C'est lorsqu'il invite délicatement le spectateur à entrer dans cette dimension au-delà du réel que le cinéaste et scénariste est le plus à l'aise, et clairement le plus excité. Des ellipses inquiétantes au rayons trop présents d'un soleil qui n'a plus rien de familier, des fleurs dont la beauté devient troublante aux présences féroces tapies dans l'ombre irréelle, Annihilation créé une bulle dont les teintes rosées et éclatantes ne sont qu'une illusion qui masque un écosystème venu d'ailleurs, gigantesque machine à avaler et transformer. 


ASSIMILATION

Alternance classique entre découvertes mi-merveilleuses mi-morbides et coups d'angoisse, la première partie de l'aventure dans la zone interdite avance à pas prudents. Un aperçu peu ragoûtant de tripes, une vision hallucinée et picturale d'un corps exp(l)osé sur un mur comme sur une toile terrifiante, des paumes en pleine métamorphose insidieuse, et Alex Garland installe discrètement un trouble, aidé par la photo étincellante et audacieuse de Rob Hardy, qu'il retrouve après Ex Machina. Et derrière ses airs de grosse série B, une scène de rencontre très rapprochée avec une créature invoque une étrangeté saisissante.

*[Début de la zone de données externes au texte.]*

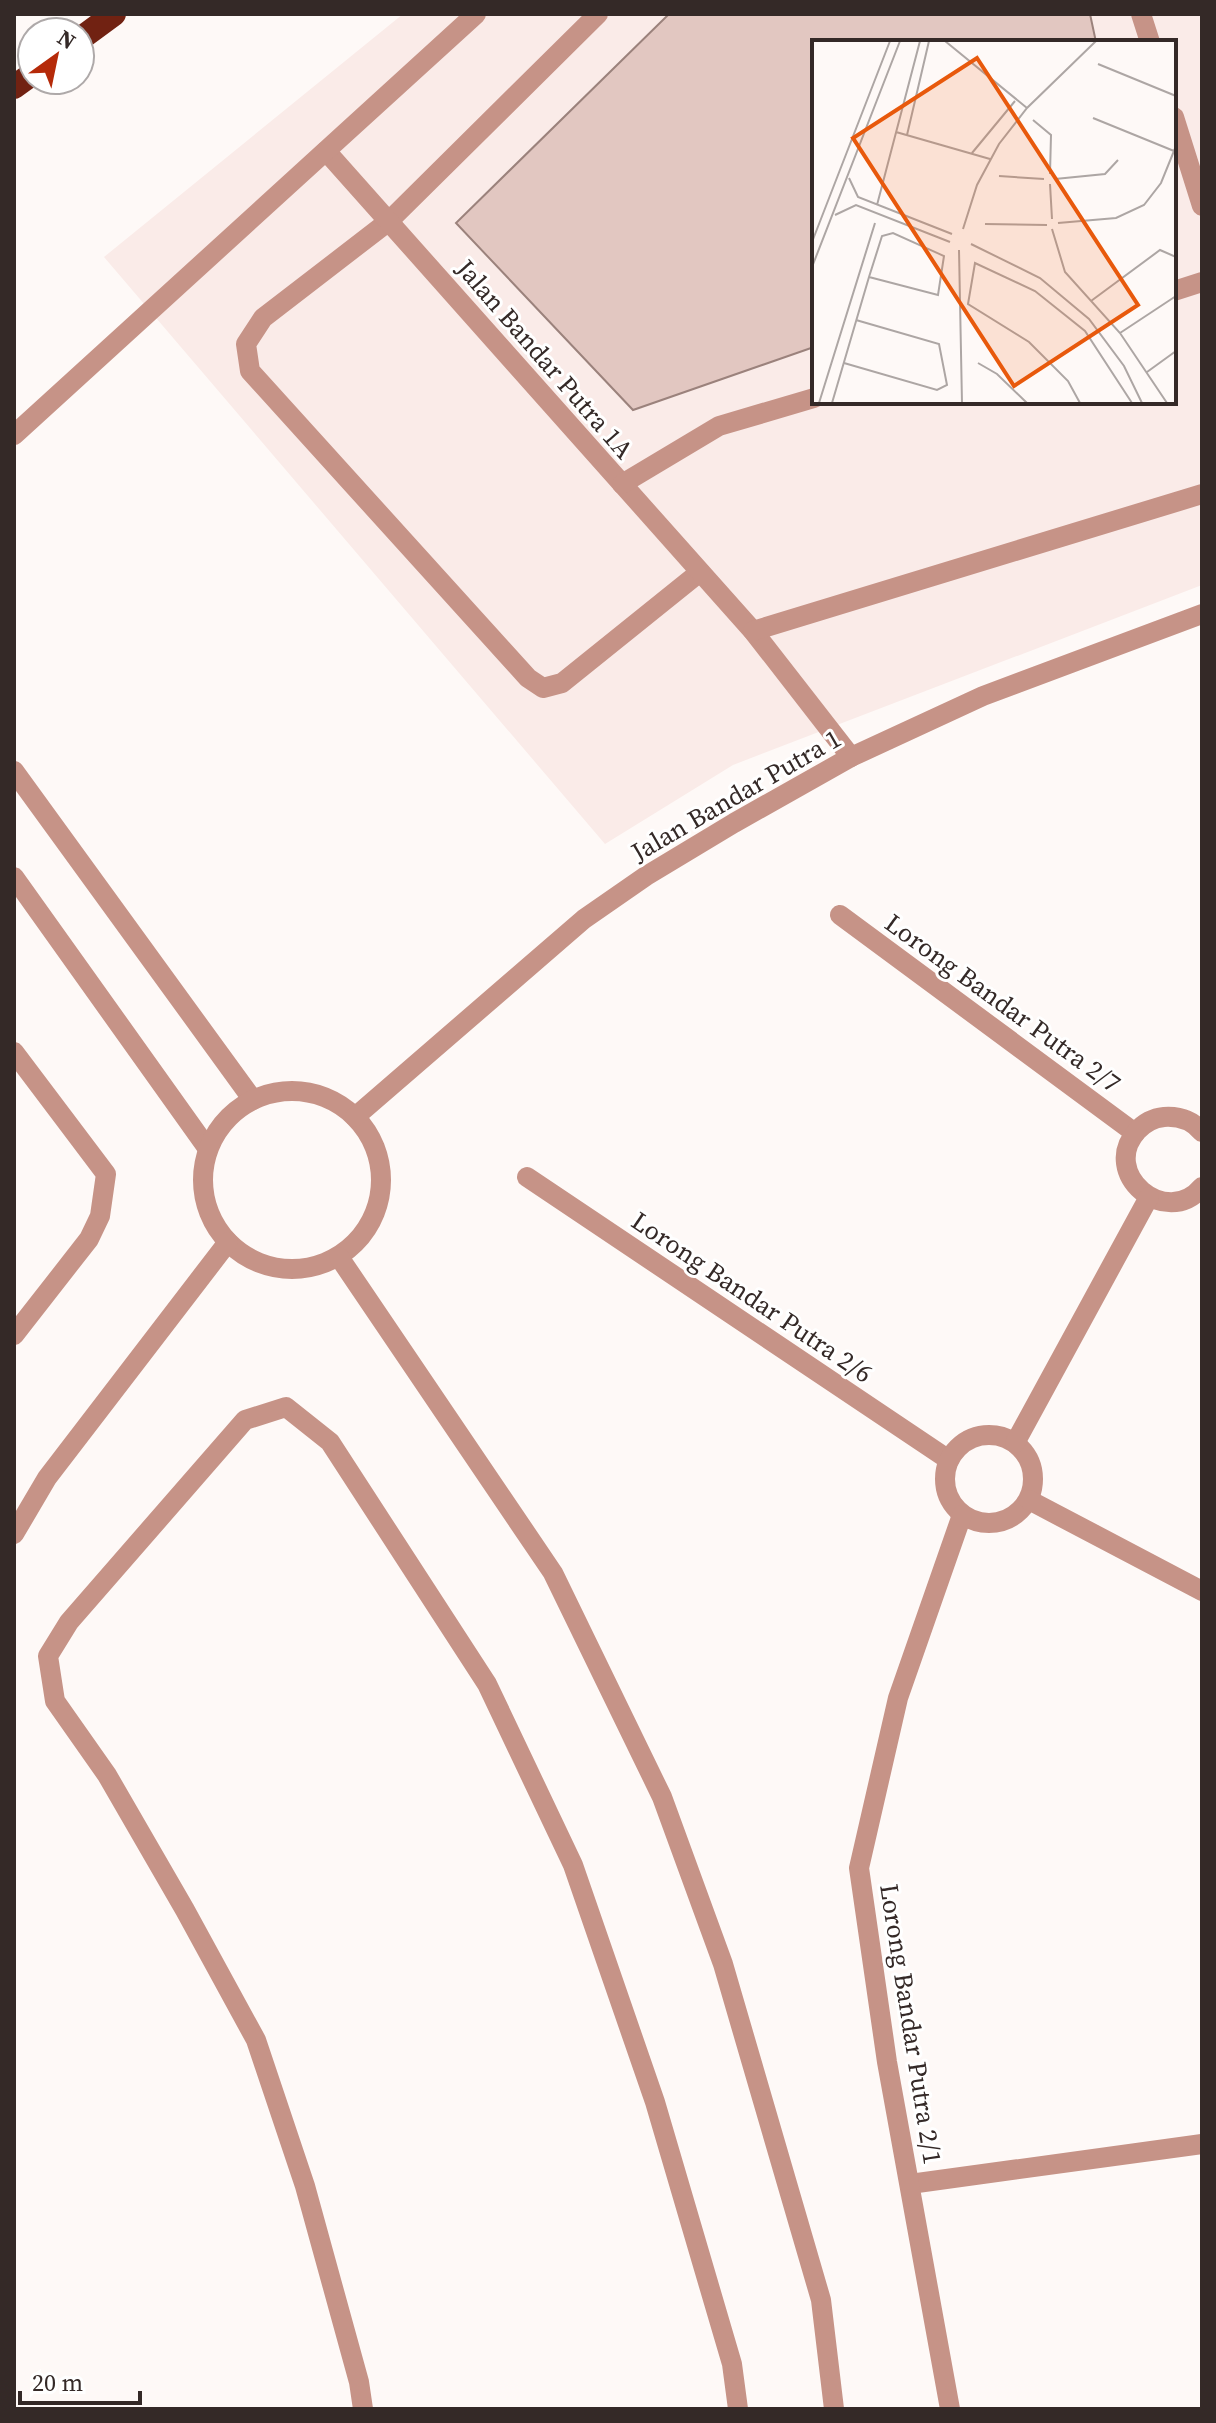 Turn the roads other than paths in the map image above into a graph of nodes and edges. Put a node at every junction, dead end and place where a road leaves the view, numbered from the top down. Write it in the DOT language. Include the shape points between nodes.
graph roads {
  1 [pos="114,14"];
  2 [pos="476,14"];
  3 [pos="598,14"];
  4 [pos="1141,14"];
  5 [pos="96,27"];
  6 [pos="1149,40"];
  7 [pos="1176,123"];
  8 [pos="326,151"];
  9 [pos="1202,206"];
  10 [pos="389,221"];
  11 [pos="1202,282"];
  12 [pos="1176,290"];
  13 [pos="812,399"];
  14 [pos="14,435"];
  15 [pos="622,484"];
  16 [pos="1202,494"];
  17 [pos="700,572"];
  18 [pos="1202,614"];
  19 [pos="753,631"];
  20 [pos="851,757"];
  21 [pos="14,771"];
  22 [pos="14,877"];
  23 [pos="840,915"];
  24 [pos="14,1052"];
  25 [pos="253,1100"];
  26 [pos="355,1117"];
  27 [pos="1201,1126"];
  28 [pos="1135,1133"];
  29 [pos="208,1149"];
  30 [pos="527,1177"];
  31 [pos="1202,1187"];
  32 [pos="1149,1197"];
  33 [pos="228,1242"];
  34 [pos="339,1257"];
  35 [pos="14,1335"];
  36 [pos="1015,1443"];
  37 [pos="949,1460"];
  38 [pos="1029,1500"];
  39 [pos="962,1515"];
  40 [pos="14,1534"];
  41 [pos="1202,1591"];
  42 [pos="1202,2144"];
  43 [pos="910,2184"];
  44 [pos="363,2409"];
  45 [pos="738,2409"];
  46 [pos="834,2409"];
  47 [pos="950,2409"];
  1 -- 5 [label="highway"];
  2 -- 8 [label="street"];
  3 -- 10 [label="street"];
  4 -- 6 [label="street"];
  7 -- 9 [label="street"];
  8 -- 10 [label="street, Jalan Bandar Putra 1A"];
  8 -- 14 [label="street"];
  10 -- 15 [label="street, Jalan Bandar Putra 1A"];
  10 -- 17 [label="street" via="263,318 246,344 250,371 528,678 543,688 562,683"];
  11 -- 12 [label="street"];
  13 -- 15 [label="street" via="719,426"];
  15 -- 17 [label="street, Jalan Bandar Putra 1A"];
  16 -- 19 [label="street"];
  17 -- 19 [label="street, Jalan Bandar Putra 1A"];
  18 -- 20 [label="street, Jalan Bandar Putra 1" via="983,696"];
  19 -- 20 [label="street, Jalan Bandar Putra 1A"];
  20 -- 26 [label="street, Jalan Bandar Putra 1" via="646,876 584,919"];
  21 -- 25 [label="street"];
  22 -- 29 [label="street"];
  23 -- 28 [label="street, Lorong Bandar Putra 2/7"];
  24 -- 35 [label="street" via="106,1174 100,1216 89,1239"];
  25 -- 26 [label="street" via="279,1092 307,1093 333,1101"];
  25 -- 29 [label="street" via="234,1112"];
  26 -- 34 [label="street" via="371,1139 380,1165 381,1192 374,1218"];
  27 -- 28 [label="street" via="1158,1117"];
  28 -- 32 [label="street" via="1128,1145 1129,1175"];
  29 -- 33 [label="street" via="204,1199"];
  30 -- 37 [label="street, Lorong Bandar Putra 2/6"];
  31 -- 32 [label="street" via="1175,1202"];
  32 -- 36 [label="street"];
  33 -- 34 [label="street" via="252,1260 281,1269 311,1268"];
  33 -- 40 [label="street" via="47,1478"];
  34 -- 46 [label="street" via="553,1573 662,1797 723,1964 821,2300"];
  36 -- 37 [label="street" via="977,1436"];
  36 -- 38 [label="street" via="1030,1463"];
  37 -- 39 [label="street" via="944,1487"];
  38 -- 39 [label="street" via="1007,1520 992,1524"];
  38 -- 41 [label="street"];
  39 -- 43 [label="street, Lorong Bandar Putra 2/1" via="898,1698 859,1868"];
  42 -- 43 [label="street"];
  43 -- 47 [label="street, Lorong Bandar Putra 2/1"];
  44 -- 45 [label="street" via="305,2186 256,2040 115,1788 55,1701 48,1656 69,1622 245,1420 286,1407 330,1442 487,1684 573,1865 655,2102 732,2364"];
}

Mais c'est dans sa dernière ligne droite qu'Alex Garland énonce le plus clairement ses envies et ambitions, quitte à dévoiler ses fragilités de narrateur et filmeur. Le virage aurait certainement mérité plus de finesse et d'ampleur, à l'image d'une mort végétale magnifique qui perd de son impact au montage, mais le réalisateur se réserve une vingtaine de minutes finales pour s'envoler. 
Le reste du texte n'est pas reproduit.